I added JvmInitializer [1] to do some one-time initialization per JVM
before processing starts. It might be useful here... the intended use-case
was to perform quick configuration functions, but I suppose you could use
it to pull some data that you can reference later.
[1]
https://beam.apache.org/releases/javadoc/2.27.0/org/apache/beam/sdk/harness/JvmInitializer.html
On Thu, Feb 18, 2021 at 1:03 PM Pablo Estrada <pa...@google.com> wrote:
> +Brian Hulette <bh...@google.com> I believe you worked on a way to
> load data on worker startup?
>
> On Thu, Feb 18, 2021 at 1:00 PM Daniel Collins <dp...@google.com>
> wrote:
>
>> The getState function should be static, sorry. "synchronized static
>> @NotNull MyState getState()"
>>
>> On Thu, Feb 18, 2021 at 3:41 PM Daniel Collins <dp...@google.com>
>> wrote:
>>
>>> > On every dataflow start, I want to read from CloudSQL and build the
>>> cache
>>>
>>> If you do this outside of dataflow, you can use a static to do this on
>>> every worker start.
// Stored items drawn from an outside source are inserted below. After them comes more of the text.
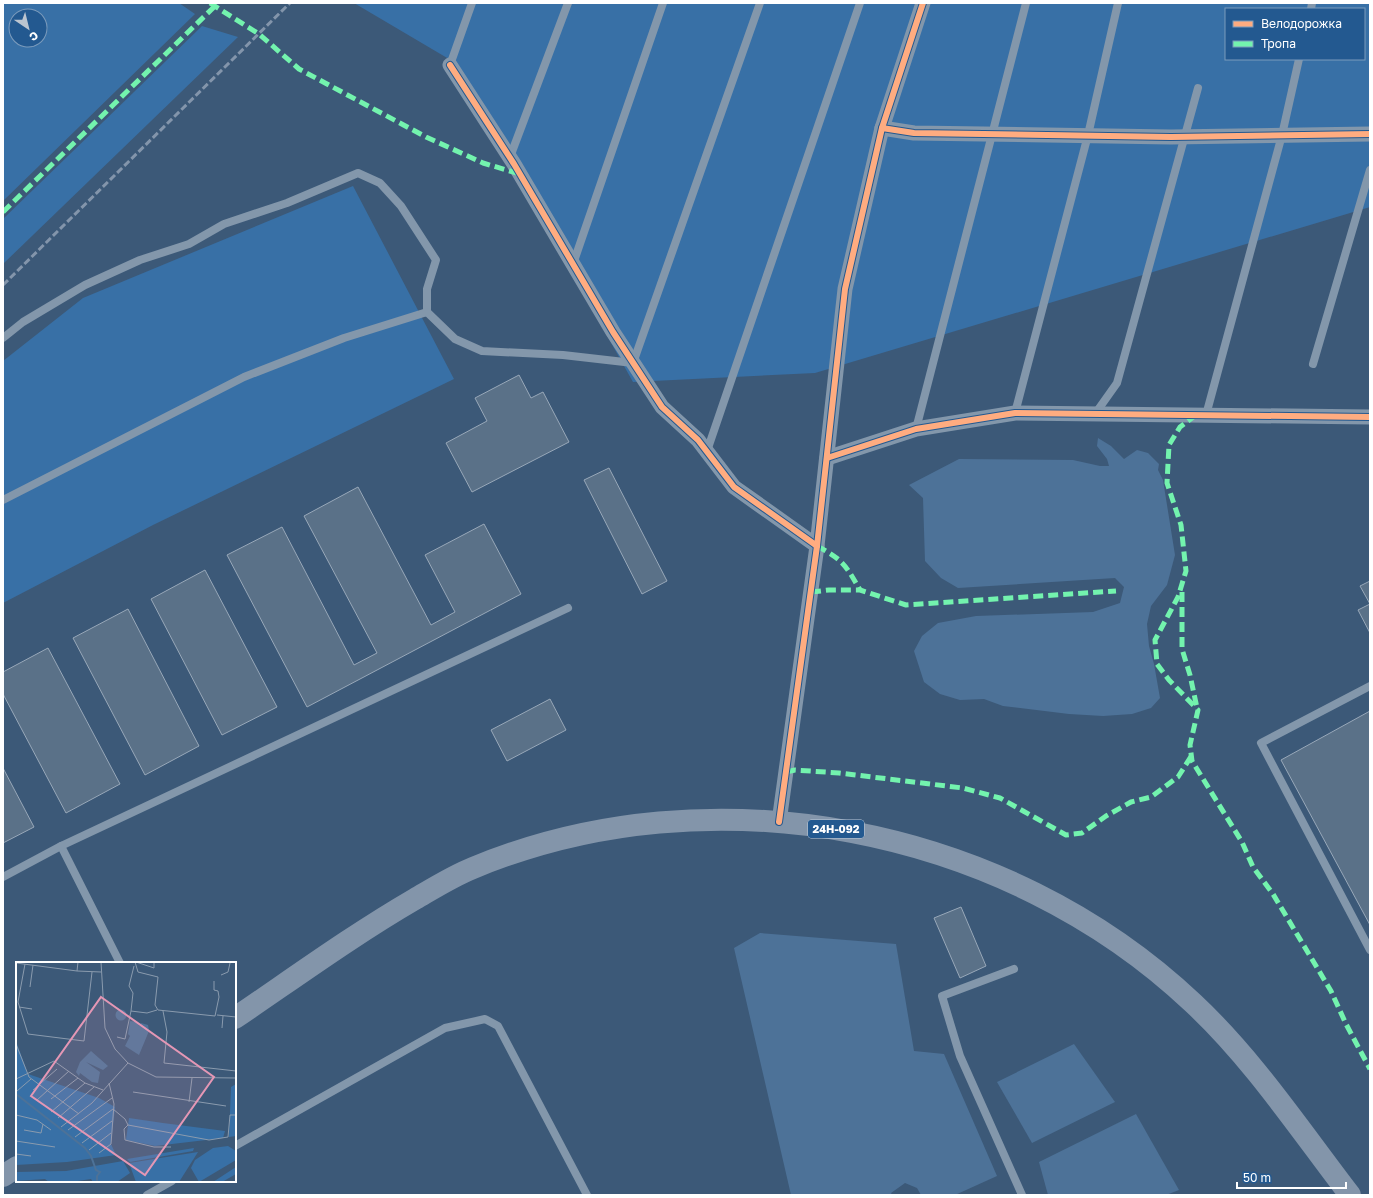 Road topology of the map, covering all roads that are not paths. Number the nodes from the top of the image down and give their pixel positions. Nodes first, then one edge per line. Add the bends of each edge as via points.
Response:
1 (472, 3) edge
2 (568, 3) edge
3 (663, 3) edge
4 (760, 3) edge
5 (860, 3) edge
6 (923, 3) edge
7 (1026, 3) edge
8 (1118, 3) edge
9 (1300, 60) edge
10 (450, 65) joint
11 (1198, 88) dead end
12 (882, 128) junction
13 (992, 134) junction
14 (1370, 134) edge
15 (1282, 135) junction
16 (1088, 136) junction
17 (1186, 136) junction
18 (510, 157) junction
19 (1370, 170) edge
20 (573, 264) junction
21 (427, 312) junction
22 (3, 338) edge
23 (633, 363) junction
24 (1313, 364) dead end
25 (1015, 413) junction
26 (1095, 414) junction
27 (1206, 415) junction
28 (1370, 417) edge
29 (916, 429) junction
30 (706, 451) junction
31 (827, 458) junction
32 (3, 500) edge
33 (817, 546) junction
34 (568, 608) dead end
35 (1370, 686) edge
36 (779, 822) junction
37 (61, 846) junction
38 (3, 877) edge
39 (1370, 950) edge
40 (119, 962) edge
41 (1014, 969) dead end
42 (236, 1017) edge
43 (236, 1145) edge
44 (16, 1168) edge
45 (3, 1176) edge
46 (170, 1182) edge
47 (147, 1195) edge
48 (587, 1195) edge
49 (1022, 1195) edge
50 (1350, 1195) edge

1 - 10 lane
2 - 18 lane
3 - 20 lane
4 - 23 lane
5 - 30 lane
6 - 12 street
7 - 13 lane
8 - 16 lane
9 - 15 lane
10 - 18 street
11 - 17 lane
12 - 13 street via 914,133
12 - 31 street via 845,289
13 - 16 street
13 - 29 lane
14 - 15 street
15 - 17 street
15 - 27 lane
16 - 17 street
16 - 25 lane
17 - 26 lane via 1117,384
18 - 20 street
19 - 24 lane
20 - 23 street
21 - 22 lane via 427,289 436,260 401,206 380,183 358,174 287,203 224,224 189,244 140,260 85,285 22,322
21 - 23 lane via 455,339 482,351 563,355
21 - 32 lane via 344,338 244,377
23 - 30 street via 662,407 698,440
25 - 26 street
25 - 29 street
26 - 27 street
27 - 28 street
29 - 31 street
30 - 33 street via 734,487
31 - 33 street
33 - 36 street
34 - 37 lane
35 - 39 lane via 1261,743
36 - 42 main road, 24Н-092 via 729,819 627,826 515,851 468,869 385,916
36 - 50 main road, 24Н-092 via 838,829 898,842 963,863 1067,910 1112,939 1192,1002 1216,1026 1244,1058
37 - 38 lane
37 - 40 lane
41 - 49 lane via 942,996 960,1056
43 - 48 lane via 445,1028 485,1019 498,1026
44 - 45 main road
46 - 47 lane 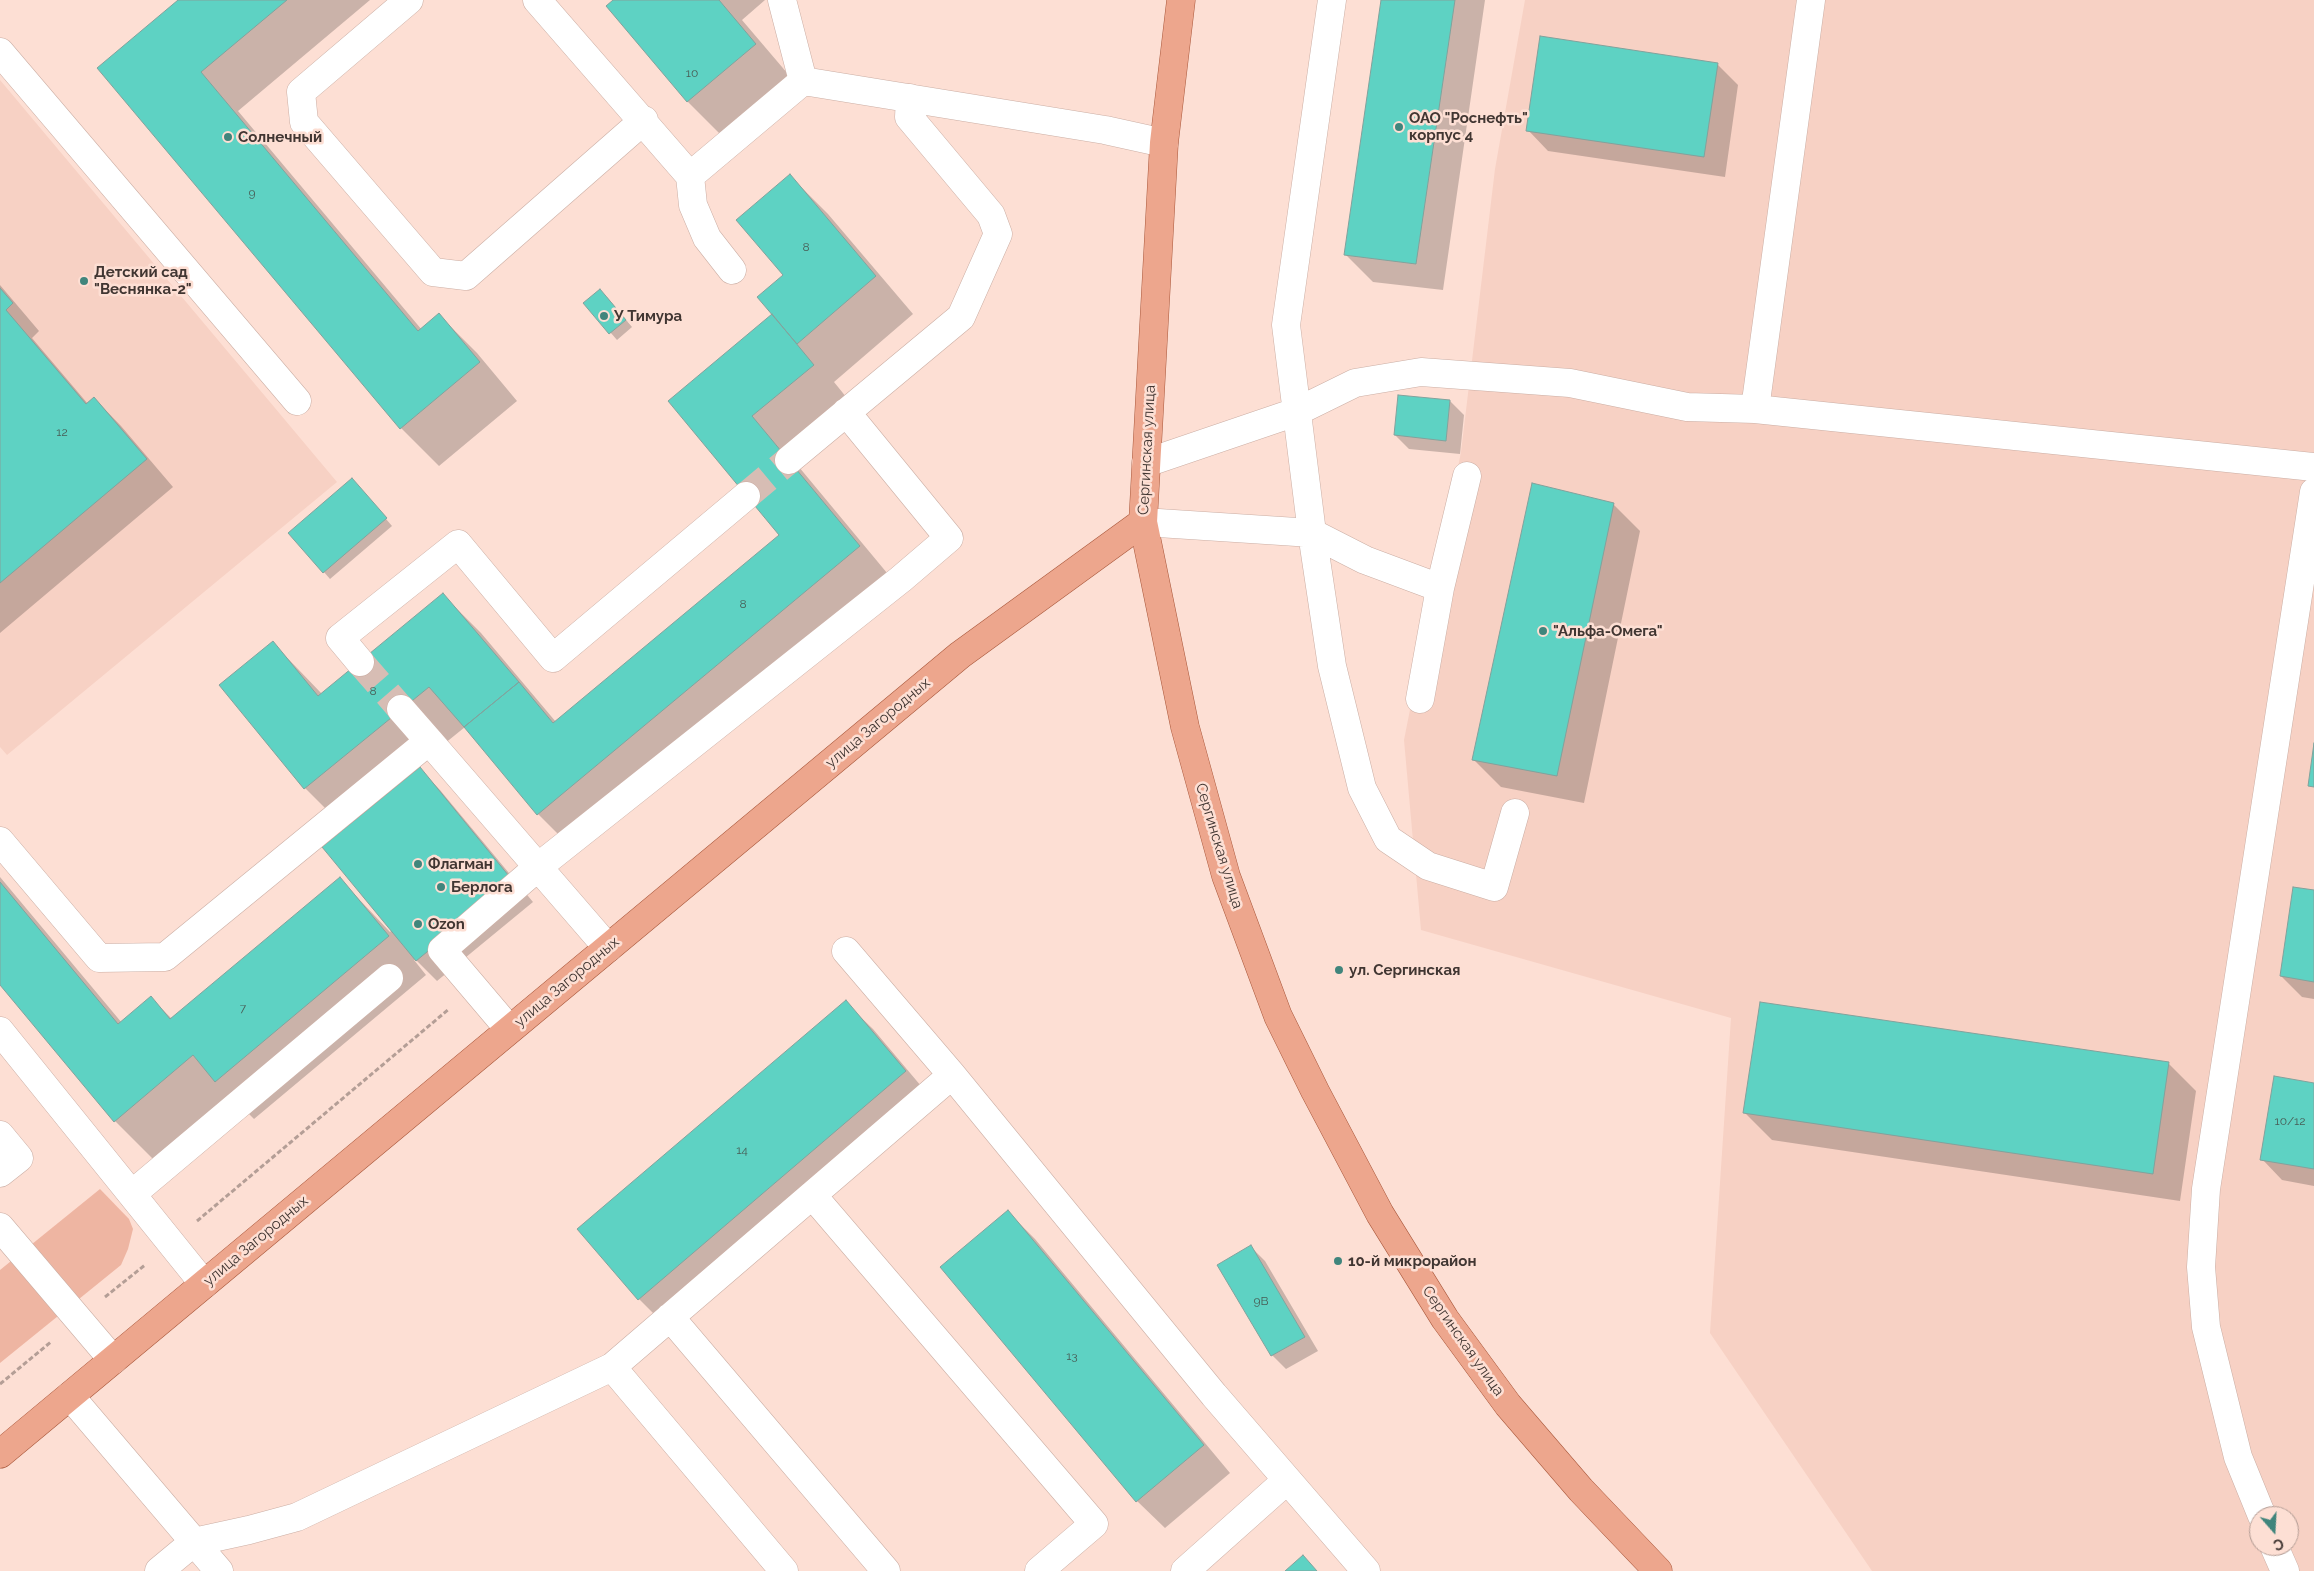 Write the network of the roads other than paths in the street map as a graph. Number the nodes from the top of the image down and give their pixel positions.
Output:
1 (409, 0) edge
2 (537, 0) edge
3 (782, 0) edge
4 (1181, 0) edge
5 (1332, 0) edge
6 (1811, 0) edge
7 (0, 52) edge
8 (803, 80) junction
9 (910, 98) junction
10 (644, 120) junction
11 (1164, 143) junction
12 (690, 176) junction
13 (732, 270) dead end
14 (297, 401) dead end
15 (1755, 409) junction
16 (846, 412) junction
17 (1296, 412) junction
18 (789, 460) tunnel mouth
19 (1146, 462) junction
20 (2314, 467) edge
21 (1467, 476) dead end
22 (2314, 492) edge
23 (746, 496) tunnel mouth
24 (1143, 522) junction
25 (1312, 533) junction
26 (1440, 588) junction
27 (360, 662) tunnel mouth
28 (1420, 699) dead end
29 (402, 710) tunnel mouth
30 (429, 741) junction
31 (1515, 813) dead end
32 (0, 841) edge
33 (538, 867) junction
34 (608, 948) junction
35 (846, 951) dead end
36 (389, 978) dead end
37 (509, 1030) junction
38 (0, 1031) edge
39 (952, 1075) junction
40 (0, 1135) edge
41 (0, 1173) edge
42 (132, 1194) junction
43 (813, 1196) junction
44 (0, 1227) edge
45 (204, 1284) junction
46 (670, 1317) junction
47 (113, 1360) junction
48 (612, 1367) junction
49 (70, 1396) junction
50 (0, 1454) edge
51 (1286, 1480) junction
52 (2258, 1506) edge
53 (194, 1542) junction
54 (2279, 1556) edge
55 (876, 1568) edge
56 (159, 1571) edge
57 (219, 1571) edge
58 (784, 1571) edge
59 (1039, 1571) edge
60 (1185, 1571) edge
61 (1366, 1571) edge
62 (1658, 1571) edge
63 (2286, 1571) edge

1 - 10 lane
2 - 10 lane
3 - 8 lane
4 - 11 main road, Сергинская улица
5 - 17 lane
6 - 15 lane
7 - 14 lane
8 - 9 lane
8 - 12 lane
9 - 11 lane
9 - 16 lane
10 - 12 lane
11 - 19 main road, Сергинская улица
12 - 13 lane
15 - 17 lane
15 - 20 lane
16 - 18 lane
16 - 33 lane
17 - 19 lane
17 - 25 lane
19 - 24 main road, Сергинская улица
21 - 26 lane
22 - 52 lane
23 - 27 lane
24 - 25 lane
24 - 34 main road, улица Загородных
24 - 62 main road, Сергинская улица
25 - 26 lane
25 - 31 lane
26 - 28 lane
29 - 30 lane
30 - 32 lane
30 - 33 lane
33 - 34 lane
33 - 37 lane
34 - 37 main road, улица Загородных
35 - 39 lane
36 - 42 lane
37 - 45 main road, улица Загородных
38 - 42 lane
39 - 43 lane
39 - 51 lane
40 - 41 lane
42 - 45 lane
43 - 46 lane
43 - 59 lane
44 - 47 lane
45 - 47 main road, улица Загородных
46 - 48 lane
46 - 55 lane
47 - 49 main road, улица Загородных
48 - 53 lane
48 - 58 lane
49 - 50 main road, улица Загородных
49 - 53 lane
51 - 60 lane
51 - 61 lane
53 - 56 lane
53 - 57 lane
54 - 63 lane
Is that what you're looking for? For example:
>>>
>>> final class StateLoader {
>>> private StateLoader() {}
>>>
>>> @GuardedBy("this")
>>> private static @Nullable MyState state;
>>>
>>> synchronized @NotNull MyState getState() {
>>> if (state == null) {
>>> state = LoadStateFromSQL();
>>> }
>>> return state;
>>> }
>>> }
>>>
>>> On Thu, Feb 18, 2021 at 2:50 PM Hemali Sutaria <
>>> hsutaria@paloaltonetworks.com> wrote:
>>>
>>>> Hi,
>>>>
>>>> I have one question. This is *kind of a blocker for our upcoming
>>>> release*. It would be great if you could reply at your earliest
>>>> convenience.
>>>>
>>>> My dataflow pipeline is stateful. I am using Beam SDK for stateful
>>>> processing (StateId, ValueState). I have also implemented OnTimer for my
>>>> stateful transformation. On every dataflow start, I want to read from
>>>> CloudSQL and build the cache. For that, I need to provide the pre-built
>>>> cache as side-input to my current transform. But, it looks like there is
>>>> some issue when I add side input to my stateful transform. I think I am
>>>> hitting BEAM-6855 issue (
>>>> https://issues.apache.org/jira/browse/BEAM-6855). Is there any
>>>> workaround? Any help would be appreciated.
>>>>
>>>> Following is my definition of Transforms. I am using 2.23.0 beam SDK. I
>>>> am using GlobalWindow.
>>>>
>>>> private class GetLatestState extends DoFn<KV<DataTunnelStatusKey, DataTunnelStatus>, DataTunnelStateRelational> {
>>>> @TimerId("tunnelStatusExpiryTimer")
>>>> private final TimerSpec tunnelStatusExpiryTimer = TimerSpecs.timer(TimeDomain.EVENT_TIME);
>>>>
>>>> @StateId("tunnelStatus")
>>>> private final StateSpec<ValueState<DataTunnelStatus>> tunnelStatusCache =
>>>> StateSpecs.value(AvroCoder.of(DataTunnelStatus.class));
>>>>
>>>> @ProcessElement
>>>> public void process(@Element KV<DataTunnelStatusKey, DataTunnelStatus> input,
>>>> MultiOutputReceiver out,
>>>> @StateId("tunnelStatus") ValueState<DataTunnelStatus> tunnelStatusCache,
>>>> @TimerId("tunnelStatusExpiryTimer") Timer tunnelStatusExpiryTimer,
>>>> ProcessContext c)
>>>>
>>>>
>>>>
>>>> Thanks,
>>>> Hemali Sutaria
>>>>
>>>>
Re: BEAM-6855
Posted by Pablo Estrada <pa...@google.com>.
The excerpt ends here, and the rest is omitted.